Eğitimciler kararlı davranıp, haklarını aradıkları sürece kanunlar da gereğini yapıyor. Yeter ki eğitimciler; haklarının farkında olsun ve haklarını korumak için gerekeni yapsın. Konu olan mahkeme kararını bu yüzden paylaşıyorum.
Ne yazık ki birçok eğitimci arkadaşım gibi ben de kendini bilmez bir velinin saygısız, hoyrat tavrına maruz kaldım. Olayın hemen ardından, okul bahçesinde bana karşı yaptığı hakaret ve tehdit içerikli söylem ve davranışlar sergileyen veliyi karakola bildirdim. Karakol durumu adliyeye yönlendirmiş. Savcılık da durumu incelmiş kamu davası açmış. Açılan kamu davası sonucu kendini bilmez veli suçlu bulunmuş. Adliyenin adresime gönderdiği tebligatı açınca öğrendim tüm bunları. Bir vatandaş olarak, kanunlar çerçevesinde benim haklarım savunulmuş ve bir öğretmene yapılan bu hadsiz davranış için adalet çalıştırılmış. Ve yüce mahkeme, bir velinin elini kolunu sallayarak okul bahçesinde öğretmeni tehdit etmesini kamu davası olarak kabul etmiş ve veliyi suçlu bularak cezayı uygun görmüş. Bu örnek niteliğinde sevindirici bir karardır. Adalet güzel şeymiş. Haksızlığa, hakarete ve tehdide maruz kalan bir öğretmenin yalnız olmadığını, korkmasının yersiz olduğunu, avukat bile tutmasına gerek kalmadan haklarının savunulduğunu, belgeleyen örnek bir mahkeme kararıdır. Bu örnek karardan dolayı Alanya Adliyesi’ni kutluyor ve teşekkür ediyorum.

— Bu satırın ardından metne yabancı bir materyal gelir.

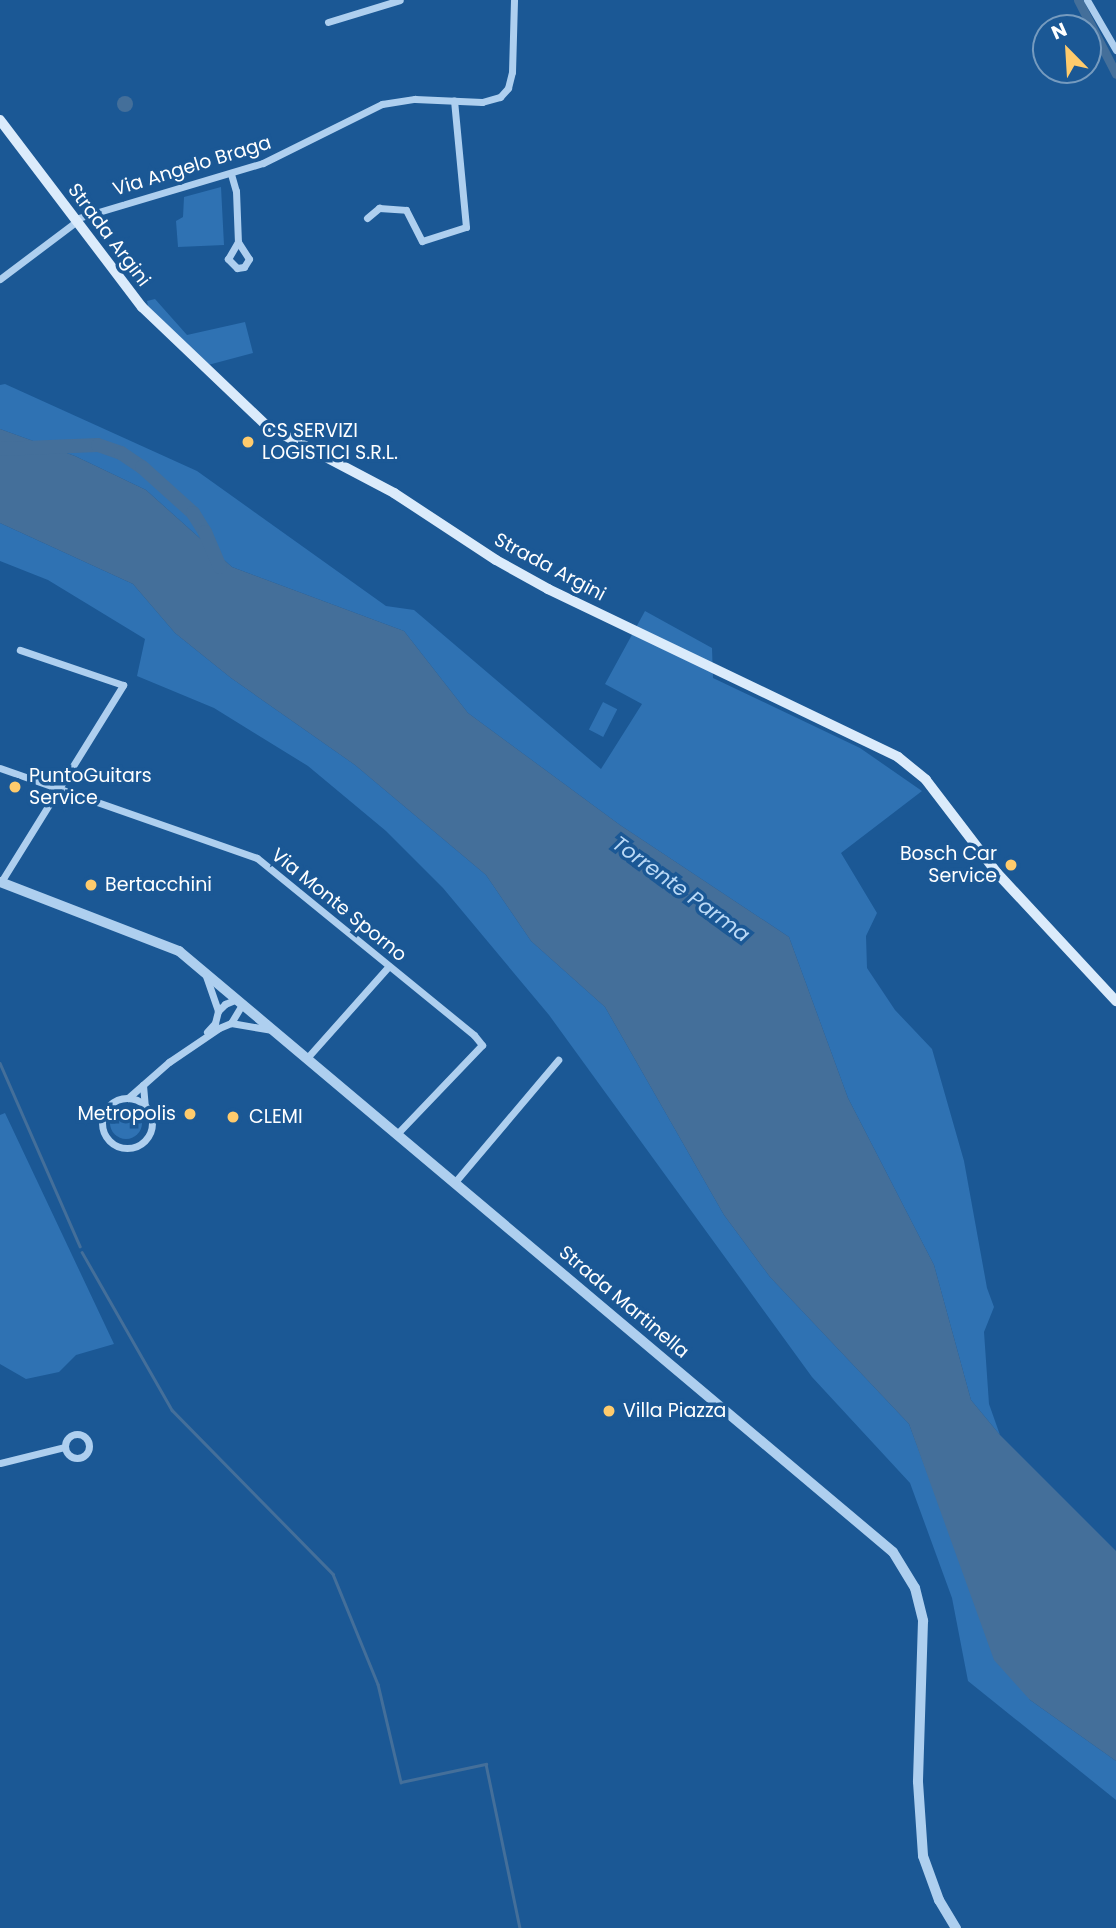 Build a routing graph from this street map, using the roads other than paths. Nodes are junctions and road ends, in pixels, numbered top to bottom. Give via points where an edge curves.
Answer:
1 (400, 0) edge
2 (514, 0) edge
3 (1087, 0) edge
4 (328, 22) dead end
5 (1116, 50) edge
6 (454, 101) junction
7 (0, 120) edge
8 (232, 174) junction
9 (368, 218) dead end
10 (76, 220) junction
11 (238, 242) dead end
12 (2, 274) edge
13 (20, 650) dead end
14 (0, 768) edge
15 (58, 790) junction
16 (0, 882) edge
17 (389, 965) junction
18 (204, 971) junction
19 (240, 1001) junction
20 (1116, 1001) edge
21 (218, 1011) junction
22 (231, 1023) junction
23 (273, 1030) junction
24 (205, 1035) junction
25 (307, 1058) junction
26 (558, 1060) dead end
27 (143, 1085) junction
28 (128, 1098) junction
29 (145, 1107) junction
30 (397, 1134) junction
31 (455, 1182) junction
32 (64, 1447) dead end
33 (0, 1463) edge
34 (956, 1928) edge

1 - 4 street
2 - 6 street, Via Angelo Braga via 513,68 506,92 487,101
3 - 5 street
6 - 8 street, Via Angelo Braga via 403,99 382,104 285,154
6 - 9 street via 466,227 422,241 407,210 379,208
7 - 10 main road, Strada Argini
8 - 10 street, Via Angelo Braga
8 - 11 street
10 - 12 street
10 - 20 main road, Strada Argini via 149,315 279,434 394,493 548,589 898,757 926,780 998,873
13 - 15 street via 123,685
14 - 15 street, Via Monte Sporno
15 - 16 street
15 - 17 street, Via Monte Sporno via 257,858
16 - 18 street, Strada Martinella via 178,951
17 - 25 street
17 - 30 street, Via Monte Sporno via 482,1045
18 - 19 street, Strada Martinella
18 - 21 street
19 - 21 street via 225,1003
19 - 22 street
19 - 23 street, Strada Martinella
21 - 24 street
22 - 23 street
22 - 24 street
23 - 25 street, Strada Martinella
24 - 27 street
25 - 30 street, Strada Martinella
26 - 31 street
27 - 28 street
27 - 29 street
28 - 29 street
28 - 29 street via 112,1103 103,1116 103,1131 115,1146 131,1148 147,1138 152,1122
30 - 31 street, Strada Martinella
31 - 34 street, Strada Martinella via 818,1487 903,1565 915,1588 923,1621 918,1782 921,1848 939,1900
32 - 33 street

Sevgili meslektaşlarım, hepimiz içinde bulunduğumuz zor şartlarla birlikte eğitimin yükünü de sırtlamış durumdayız. Ne yazık ki eğitimciler bu yükü taşırken, bir yandan da kendini bilmez bazı veliler tarafından da incitilmekte, meslekten soğutulmaktadır. Ne acıdır ki “Bana bir harf öğretenin kırk yıl kölesi olurum” anlayışından; eğitimciye sözlü, fiziksel ve psikolojik şiddet uygulayan bir anlayışa geldik. Bu anlayışla hareket edenleri kınarken, böylesi istenmeyen durumlarda biz eğitimcilere düşen de, maruz kaldığımız haksızlıklar karşısında, her türlü yasal zeminde hakkımızı aramak olmalı. Hak arama konusunda endişe duymamalıyız. Çünkü biz hak arama konusunda ilk hamleyi yaptıktan sonra, gerisi kanunlar çerçevesinde zaten ilerliyor. Öte yandan hak arama konusunda bireysel mücadele vermektense örgütsel mücadele vermek daha etkili ve daha kolaydır. İşte o zaman da çözüm elbette sendika üyesi olmak. Sendika üyesi olduğunuzda, sendikal hakların verdiği olanaklar sorunlarınızın çözümünde etkili olacaktır. Sendika avukatları yasal zeminde sizin yerinize haklarınızı takip edecektir.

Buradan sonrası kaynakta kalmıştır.